Shell 0.09% Jupyter Notebook 99.00% Python 0.91%

soilcmodel's Introduction

# Modelling Soil Carbon Content

# Description of project
This is the same project that I completed for my MVP1 but now executable via a bash submission script on MSI resources. The only changes I made were taking out visualizations printed in-line in Jupyter and exporting some map and model objects in the script so that they can be inspected as outputs outside of the slurm job summary output. 

My friend Dustin Michels helped me through some github issues. 

# Major code chunks
I tried to follow markdown formatting as best as I could in this script. The major code chunks are: 

## Importing Packages

## Import soils data (NCSS gdb) and subsetting to area of interest (MN)
Originally, I wanted to edit my code for this section and consider the whole US as an area of interest. However, things really broke down when I tried to do this entirely in nano editing, so after messing around for a few hours, I went back to the original. 

## Wrangling NCSS gdb into one dataframe
- this is followed by reading in all of the data layers that I need from the dataframe (NCSS, carbon_extractions, bulk_density) 

Some of the soils don't have bulk density data or soil C data so we're going to have to throw them out because you can't calculate total soil C without bulk density information.So now we are down to only 184 samples. This seems a bit low to me; I have seen other publications that had way larger datasets for states (including WI, next door). But I can't quite figure it out after looking for ~30 minutes. For proof of concept I'm going to move on with this much smaller dataset.

## Calculating SOC for each pedon 
- define three functions to do so. One function, create_pedons, passes each pedon to another function, new_pedon, and recieves calculated output to concatenate into a new dataframe. New_pedon runs pedon_sum, recieves its output, and adds necessary metadata from the original pedon information into it. Pedon_sum is a for loop over all rows in a pedon, adding them together and returning one summed line. 
- I am still not calculating SOC in the right way, mathematically. I'm running with an approximation because the math is hard. 
It's fairly standard practice to just consider the top 0.3 m (though there is a lot of SOC below that...). But at first, I'll consider the whole depth profile. In a more robust project I would make sure that soil C is calculated along the same depth and probably just subset to 0.3 m.  
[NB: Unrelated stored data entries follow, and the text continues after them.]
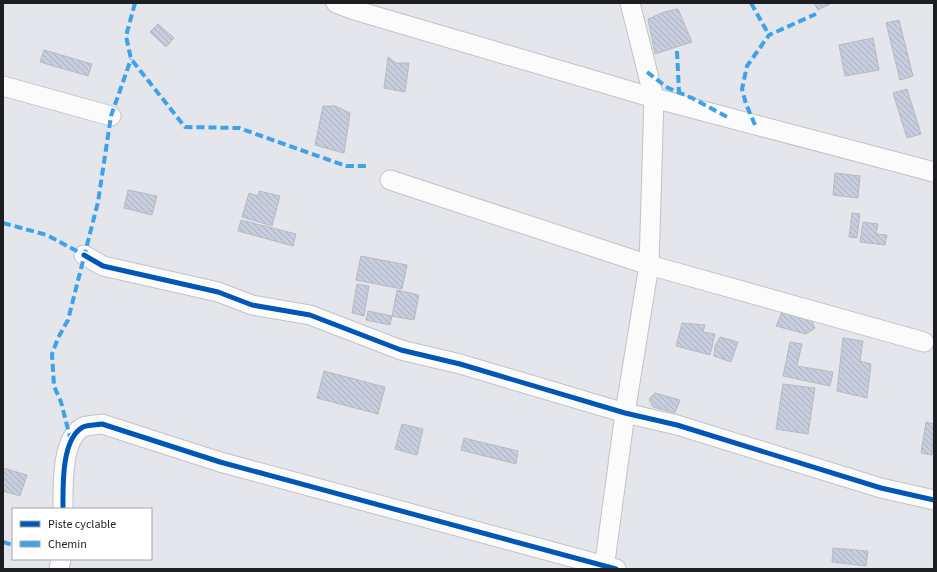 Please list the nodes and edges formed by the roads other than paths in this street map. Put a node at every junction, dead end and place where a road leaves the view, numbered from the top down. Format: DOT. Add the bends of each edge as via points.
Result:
graph roads {
  1 [pos="336,3"];
  2 [pos="630,3"];
  3 [pos="3,86"];
  4 [pos="654,98"];
  5 [pos="111,116"];
  6 [pos="934,172"];
  7 [pos="390,180"];
  8 [pos="84,255"];
  9 [pos="649,265"];
  10 [pos="924,342"];
  11 [pos="625,413"];
  12 [pos="934,500"];
  13 [pos="63,508"];
  14 [pos="608,568"];
  1 -- 4 [label="street"];
  2 -- 4 [label="street"];
  3 -- 5 [label="street"];
  4 -- 6 [label="street"];
  4 -- 9 [label="street"];
  7 -- 9 [label="street"];
  8 -- 11 [label="street" via="103,266 218,292 252,305 310,315 401,350 460,364"];
  9 -- 10 [label="street"];
  9 -- 11 [label="street"];
  11 -- 12 [label="street" via="677,425 881,488"];
  11 -- 14 [label="street"];
  13 -- 14 [label="street" via="63,474 71,441 84,427 102,424 220,462"];
} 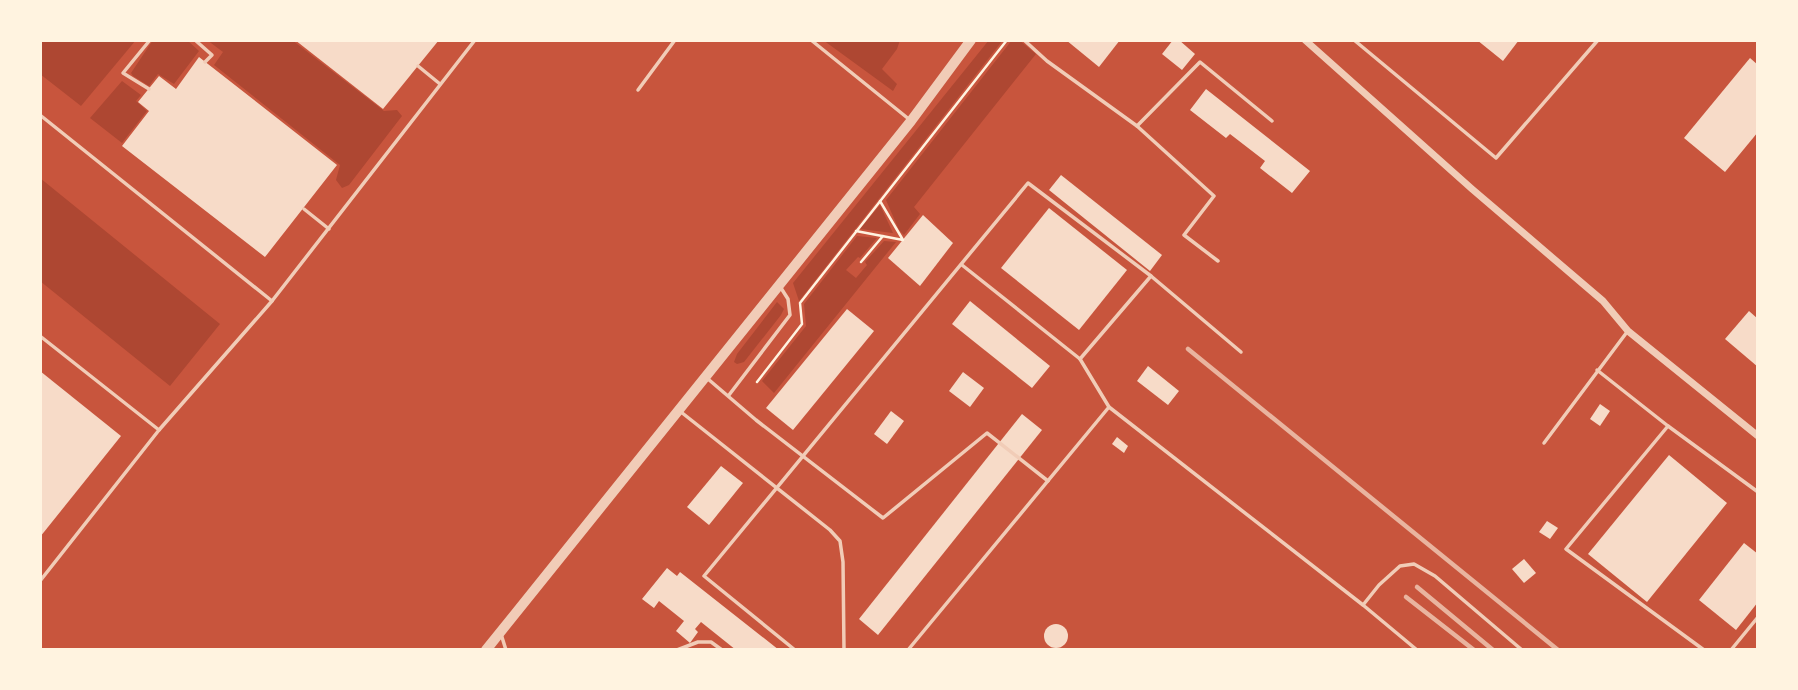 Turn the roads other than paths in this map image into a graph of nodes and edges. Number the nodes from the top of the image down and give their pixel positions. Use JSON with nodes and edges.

Usually, we would use some pretty complicated math (spline function) to estimate the amount of carbon along the depth profile, smoothly. Unfortunately, a lot of the packages that were built around the spline function for soil C calculations are now not available and I am not very good at math. For proof of concept, I am not going to deal with that. Instead, I will calculate the amount of C in the soil profile just by adding up the amount of carbon in each depth increment as it is defined, without smoothing. 

## Map and inspect calculated SOC
- In contrast to my MVP1, where I printed maps in the Jupyter output, here I output a .png graph so that I can look at it. This is something I added and learned how to do. 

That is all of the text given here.